29 de abril de 2014 | 10h50

 

RECIFE – Um filme de título estranho – E Agora? Lembra-me – com 2h46 de duração, falando basicamente da luta de um homem por sua saúde, portador dos vírus HIV e da Hepatite C, não parece tão atraente assim, não é? No entanto, o digamos assim, autodocumentário de Joaquim Pinto, é, até agora a obra mais fascinante do festival. Encantou a pequena plateia que o acompanhou e surge como favorita ao prêmio.

Isso porque Joaquim Pinto transforma sua luta pessoal pela saúde numa empolgante, inteligente e exigente reflexão sobre si mesmo, o mundo, a natureza, o amor, a morte. O filme é uma viagem. Embarca-se nela, ou não. Mas quem comprou o bilhete dessa viagem sem volta e aceitou o desafio proposto saiu recompensado.

Do ponto de vista conceitual, é interessante notar como o diretor reconstrói sua experiência exatamente a partir de sua doença. A doença como forma de conhecimento – eis aí um tema nietzschiano, há muito abandonado, mesmo porque a nossa cultura contemporânea valoriza a saúde acima de tudo e trata a luta contra a doença como se o paciente estivesse num ringue de boxe e o importante fosse não abandonar o combate.

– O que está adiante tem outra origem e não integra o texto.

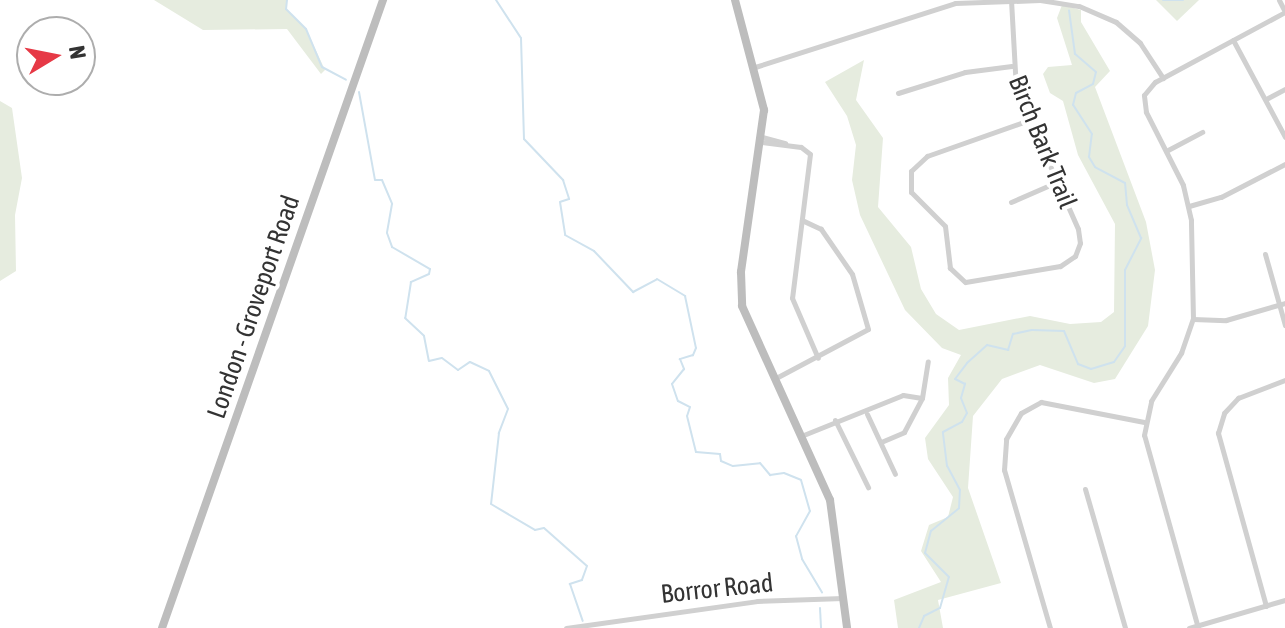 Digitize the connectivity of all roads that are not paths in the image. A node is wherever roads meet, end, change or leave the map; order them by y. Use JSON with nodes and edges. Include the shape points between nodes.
{"nodes":[{"id":1,"x":383,"y":0,"type":"edge"},
{"id":2,"x":735,"y":0,"type":"edge"},
{"id":3,"x":1010,"y":0,"type":"edge"},
{"id":4,"x":1279,"y":0,"type":"edge"},
{"id":5,"x":1285,"y":12,"type":"edge"},
{"id":6,"x":1233,"y":40,"type":"junction"},
{"id":7,"x":1012,"y":66,"type":"junction"},
{"id":8,"x":755,"y":67,"type":"junction"},
{"id":9,"x":1163,"y":78,"type":"junction"},
{"id":10,"x":1285,"y":89,"type":"edge"},
{"id":11,"x":898,"y":93,"type":"dead end"},
{"id":12,"x":1266,"y":99,"type":"junction"},
{"id":13,"x":1029,"y":120,"type":"junction"},
{"id":14,"x":1202,"y":132,"type":"dead end"},
{"id":15,"x":1285,"y":137,"type":"edge"},
{"id":16,"x":762,"y":140,"type":"junction"},
{"id":17,"x":1166,"y":151,"type":"junction"},
{"id":18,"x":1285,"y":164,"type":"edge"},
{"id":19,"x":1057,"y":182,"type":"junction"},
{"id":20,"x":1011,"y":202,"type":"dead end"},
{"id":21,"x":1189,"y":206,"type":"junction"},
{"id":22,"x":802,"y":220,"type":"junction"},
{"id":23,"x":1265,"y":254,"type":"dead end"},
{"id":24,"x":1282,"y":304,"type":"edge"},
{"id":25,"x":1193,"y":319,"type":"junction"},
{"id":26,"x":1285,"y":325,"type":"edge"},
{"id":27,"x":818,"y":358,"type":"junction"},
{"id":28,"x":928,"y":361,"type":"dead end"},
{"id":29,"x":773,"y":380,"type":"junction"},
{"id":30,"x":1285,"y":380,"type":"edge"},
{"id":31,"x":922,"y":398,"type":"junction"},
{"id":32,"x":867,"y":414,"type":"junction"},
{"id":33,"x":835,"y":420,"type":"junction"},
{"id":34,"x":1144,"y":422,"type":"junction"},
{"id":35,"x":800,"y":436,"type":"junction"},
{"id":36,"x":881,"y":442,"type":"junction"},
{"id":37,"x":895,"y":474,"type":"dead end"},
{"id":38,"x":868,"y":487,"type":"dead end"},
{"id":39,"x":1085,"y":489,"type":"dead end"},
{"id":40,"x":843,"y":598,"type":"junction"},
{"id":41,"x":1285,"y":600,"type":"edge"},
{"id":42,"x":1266,"y":606,"type":"junction"},
{"id":43,"x":1198,"y":627,"type":"edge"},
{"id":44,"x":162,"y":628,"type":"edge"},
{"id":45,"x":566,"y":628,"type":"edge"},
{"id":46,"x":847,"y":628,"type":"edge"},
{"id":47,"x":1050,"y":628,"type":"edge"},
{"id":48,"x":1125,"y":628,"type":"edge"},
{"id":49,"x":1189,"y":628,"type":"edge"}],
"edges":[{"from":1,"to":44,"type":"main road","name":"London - Groveport Road"},
{"from":2,"to":8,"type":"main road"},
{"from":3,"to":7,"type":"street","name":"Birch Bark Trail"},
{"from":3,"to":8,"type":"street","via":[[938,7]]},
{"from":3,"to":9,"type":"street","via":[[1054,1],[1104,15],[1140,43]]},
{"from":4,"to":5,"type":"street"},
{"from":5,"to":6,"type":"street"},
{"from":6,"to":9,"type":"street"},
{"from":6,"to":12,"type":"street"},
{"from":7,"to":11,"type":"street","via":[[965,72]]},
{"from":7,"to":13,"type":"street","name":"Birch Bark Trail"},
{"from":8,"to":16,"type":"main road","via":[[763,99]]},
{"from":9,"to":17,"type":"street","via":[[1146,90],[1143,101]]},
{"from":10,"to":12,"type":"street"},
{"from":12,"to":15,"type":"street"},
{"from":13,"to":19,"type":"street","name":"Birch Bark Trail"},
{"from":13,"to":19,"type":"street","name":"Birch Bark Trail","via":[[921,159],[909,185],[915,198],[945,226],[950,268],[959,279],[979,284],[1070,261],[1080,243]]},
{"from":14,"to":17,"type":"street"},
{"from":16,"to":22,"type":"street","via":[[805,148],[811,159]]},
{"from":16,"to":29,"type":"main road","via":[[740,289],[745,321]]},
{"from":17,"to":21,"type":"street"},
{"from":18,"to":21,"type":"street","via":[[1221,197]]},
{"from":19,"to":20,"type":"street"},
{"from":21,"to":25,"type":"street"},
{"from":22,"to":27,"type":"street","via":[[792,298]]},
{"from":22,"to":27,"type":"street","via":[[821,229],[842,259],[868,323],[864,336]]},
{"from":23,"to":24,"type":"street"},
{"from":24,"to":25,"type":"street","via":[[1226,320]]},
{"from":24,"to":26,"type":"street"},
{"from":25,"to":34,"type":"street"},
{"from":27,"to":29,"type":"street"},
{"from":28,"to":31,"type":"street"},
{"from":29,"to":35,"type":"main road"},
{"from":30,"to":42,"type":"street","via":[[1232,402],[1218,433]]},
{"from":31,"to":32,"type":"street","via":[[903,395]]},
{"from":31,"to":36,"type":"street","via":[[904,432]]},
{"from":32,"to":33,"type":"street","via":[[853,411]]},
{"from":32,"to":36,"type":"street"},
{"from":33,"to":35,"type":"street"},
{"from":33,"to":38,"type":"street"},
{"from":34,"to":43,"type":"street","via":[[1148,457]]},
{"from":34,"to":47,"type":"street","via":[[1041,402],[1021,413],[1006,439],[1004,470]]},
{"from":35,"to":40,"type":"main road","via":[[832,509]]},
{"from":36,"to":37,"type":"street"},
{"from":39,"to":48,"type":"street"},
{"from":40,"to":45,"type":"street","name":"Borror Road","via":[[757,601]]},
{"from":40,"to":46,"type":"main road"},
{"from":41,"to":42,"type":"street"},
{"from":42,"to":43,"type":"street"},
{"from":43,"to":49,"type":"street"}]}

Algo meio épico e nada reflexivo.

Em E Agora? Lembra-me o que se tem é algo em essência diferente. A partir do corpo em sofrimento, o cineasta abre uma janela de compreensão para o sentido de tudo. Realiza, por assim dizer, uma metafísica da doença, como se a desordem do organismo invadido oferecesse uma estranha e paradoxal chance de olhar com mais clareza para o universo.

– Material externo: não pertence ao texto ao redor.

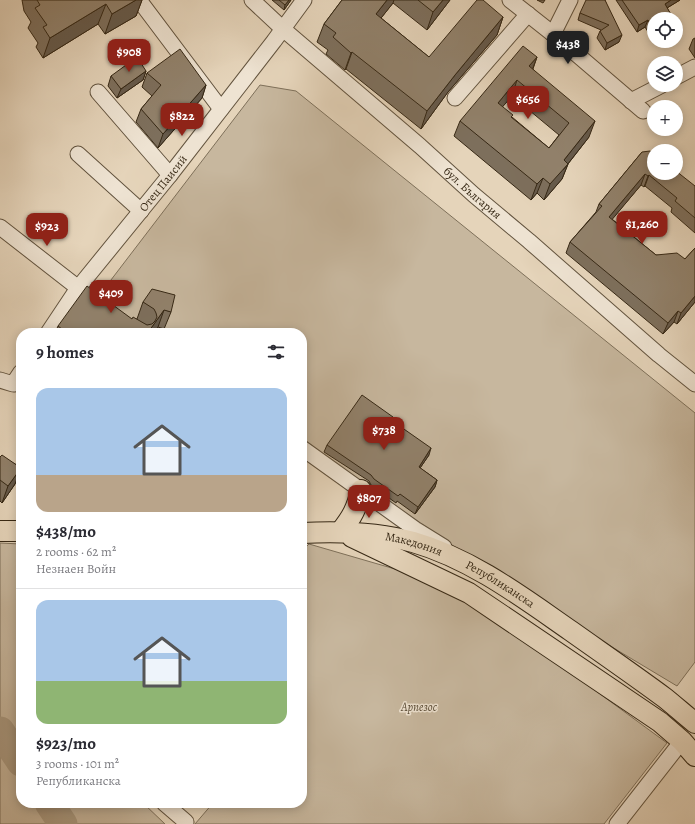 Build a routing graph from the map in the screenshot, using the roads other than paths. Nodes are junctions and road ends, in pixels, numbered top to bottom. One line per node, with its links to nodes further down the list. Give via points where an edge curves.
1 (139, 0): 15 (street)
2 (252, 0): 7 (street, бул. България)
3 (304, 0): 7 (street, Отец Паисий)
4 (510, 0): 6 (street)
5 (570, 0): 8 (street)
6 (528, 14): 8 (street); 13 (street)
7 (283, 29): 15 (street, Отец Паисий); 26 (street, бул. България)
8 (553, 34): 14 (street)
9 (695, 67): 10 (street)
10 (683, 74)
11 (98, 92): 18 (street)
12 (649, 92): 14 (street)
13 (455, 98)
14 (631, 102): 16 (street)
15 (221, 109): 18 (street, Отец Паисий)
16 (643, 111)
17 (78, 154): 19 (street)
18 (170, 175): 19 (street, Отец Паисий)
19 (140, 211): 21 (street, Отец Паисий)
20 (0, 227): 21 (street)
21 (78, 288): 22 (street); 23 (street, Отец Паисий)
22 (96, 300)
23 (51, 328)
24 (0, 380): 25 (street, via 13,384)
25 (16, 380)
26 (695, 384)
27 (307, 452): 28 (street, Републиканска)
28 (361, 490): 31 (main road, via 352,517); 33 (street, Републиканска)
29 (0, 531): 30 (main road)
30 (16, 531)
31 (341, 531): 32 (main road, Македония); 33 (main road, Македония, via 389,536 414,542); 35 (main road, Републиканска, via 469,593 660,722)
32 (307, 533)
33 (474, 567): 34 (main road, Републиканска, via 533,604 601,652 666,698)
34 (695, 723)
35 (688, 734): 36 (main road, Републиканска); 39 (street)
36 (695, 756)
37 (170, 808): 38 (street)
38 (186, 822)
39 (618, 824)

O outro documentário apresentado, de Pernambuco, é muito mais convencional. Corbiniano, de Cezar Maia, tem o mérito de apresentar ao espectador um artista plástico cujas obras estão espalhadas pelas ruas e praças de várias cidades do país, mas em especial no Recife. Corbiniano é artista de talento, com a leveza das formas femininas de suas obras, e homem de poucas palavras. Em compensação, o filme traz muitos depoimentos sobre o artista e o mostra em ação, produzindo em seu ateliê.

O único curta da noite foi o pernambucano Tubarão, de Leo Tabosa, que eu já havia visto em um dos inúmeros festivais que frequentei ano passado. Talvez no Aruanda, da Paraíba, mas pode ter sido em outro. Revisto, reafirma sua qualidade e sentido de inovação. Falado em inglês, é o depoimento de um norte-americano de meia idade, que veio morar há muitos anos no Brasil e perdeu seu companheiro em uma situação trágica. É intenso, original, trabalha muito com o sentido da imagem, embora referenciado sempre à fala do personagem. Documentário ou ficção? – se é que a distinção ainda faz algum sentido.

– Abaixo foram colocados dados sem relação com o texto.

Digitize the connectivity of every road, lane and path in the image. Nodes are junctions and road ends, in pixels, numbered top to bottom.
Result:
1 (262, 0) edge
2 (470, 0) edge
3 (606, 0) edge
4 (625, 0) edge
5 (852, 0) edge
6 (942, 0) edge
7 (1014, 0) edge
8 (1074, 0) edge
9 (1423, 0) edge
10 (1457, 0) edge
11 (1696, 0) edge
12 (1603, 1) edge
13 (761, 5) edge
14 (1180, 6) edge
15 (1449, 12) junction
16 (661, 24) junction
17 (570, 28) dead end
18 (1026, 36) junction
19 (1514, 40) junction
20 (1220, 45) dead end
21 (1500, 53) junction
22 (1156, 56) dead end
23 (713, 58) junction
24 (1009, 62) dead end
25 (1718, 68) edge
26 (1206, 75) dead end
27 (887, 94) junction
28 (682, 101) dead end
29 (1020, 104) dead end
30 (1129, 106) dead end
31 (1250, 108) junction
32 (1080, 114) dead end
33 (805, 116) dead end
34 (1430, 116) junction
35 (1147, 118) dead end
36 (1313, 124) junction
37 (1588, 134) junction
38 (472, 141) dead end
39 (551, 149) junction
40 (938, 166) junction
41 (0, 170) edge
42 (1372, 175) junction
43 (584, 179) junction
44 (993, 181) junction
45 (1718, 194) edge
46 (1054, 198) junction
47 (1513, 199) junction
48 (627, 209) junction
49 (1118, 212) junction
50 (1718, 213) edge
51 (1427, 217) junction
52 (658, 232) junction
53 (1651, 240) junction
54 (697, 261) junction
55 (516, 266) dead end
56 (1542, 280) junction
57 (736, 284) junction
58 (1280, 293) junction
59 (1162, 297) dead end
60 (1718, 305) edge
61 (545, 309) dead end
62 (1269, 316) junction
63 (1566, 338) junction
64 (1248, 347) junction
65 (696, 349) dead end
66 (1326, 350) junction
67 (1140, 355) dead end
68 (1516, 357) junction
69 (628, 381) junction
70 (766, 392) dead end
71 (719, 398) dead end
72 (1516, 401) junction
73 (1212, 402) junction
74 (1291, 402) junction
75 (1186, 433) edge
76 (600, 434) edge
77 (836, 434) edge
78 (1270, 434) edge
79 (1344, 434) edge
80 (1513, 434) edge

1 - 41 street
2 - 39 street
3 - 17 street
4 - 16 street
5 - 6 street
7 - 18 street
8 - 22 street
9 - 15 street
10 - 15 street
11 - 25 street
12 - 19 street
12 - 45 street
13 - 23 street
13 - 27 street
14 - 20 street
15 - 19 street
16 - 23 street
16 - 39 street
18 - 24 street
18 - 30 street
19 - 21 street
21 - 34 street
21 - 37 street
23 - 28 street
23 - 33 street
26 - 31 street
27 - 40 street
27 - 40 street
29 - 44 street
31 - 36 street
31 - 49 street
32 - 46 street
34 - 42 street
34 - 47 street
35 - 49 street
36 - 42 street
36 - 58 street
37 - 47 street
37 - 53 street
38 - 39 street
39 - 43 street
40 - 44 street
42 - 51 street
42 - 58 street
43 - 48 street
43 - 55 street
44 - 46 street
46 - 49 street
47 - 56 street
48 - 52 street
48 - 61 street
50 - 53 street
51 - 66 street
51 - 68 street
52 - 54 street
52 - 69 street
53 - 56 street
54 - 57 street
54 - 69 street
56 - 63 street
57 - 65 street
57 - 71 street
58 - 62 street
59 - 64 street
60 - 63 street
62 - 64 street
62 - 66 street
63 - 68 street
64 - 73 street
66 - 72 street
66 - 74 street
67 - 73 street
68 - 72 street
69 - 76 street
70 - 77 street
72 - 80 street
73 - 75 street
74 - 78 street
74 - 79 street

Não chegamos ainda à metade do festival, mas um minibalanço já se impõe: 1) O nível estético da competição de longas aumentou em relação aos anos passados; 2) a safra pernambucana, pelo menos a que veio ao festival, decepciona; 3) apelidado de “Maracanã dos festivais”, o Cine PE enfrenta problemas de público. Teve casa cheia na abertura. No segundo dia havia bom público, que compreensivelmente depois debandou devido à programação massacrante; no terceiro, o público desertou – ontem havia talvez umas 100 ou 150 pessoas no Guararapes. Talvez um pouco mais. Numa sala que comporta 2400, a sensação é de vazio absoluto. Algo ocorre. Ou será que melhora daqui para a frente? Vamos conferir.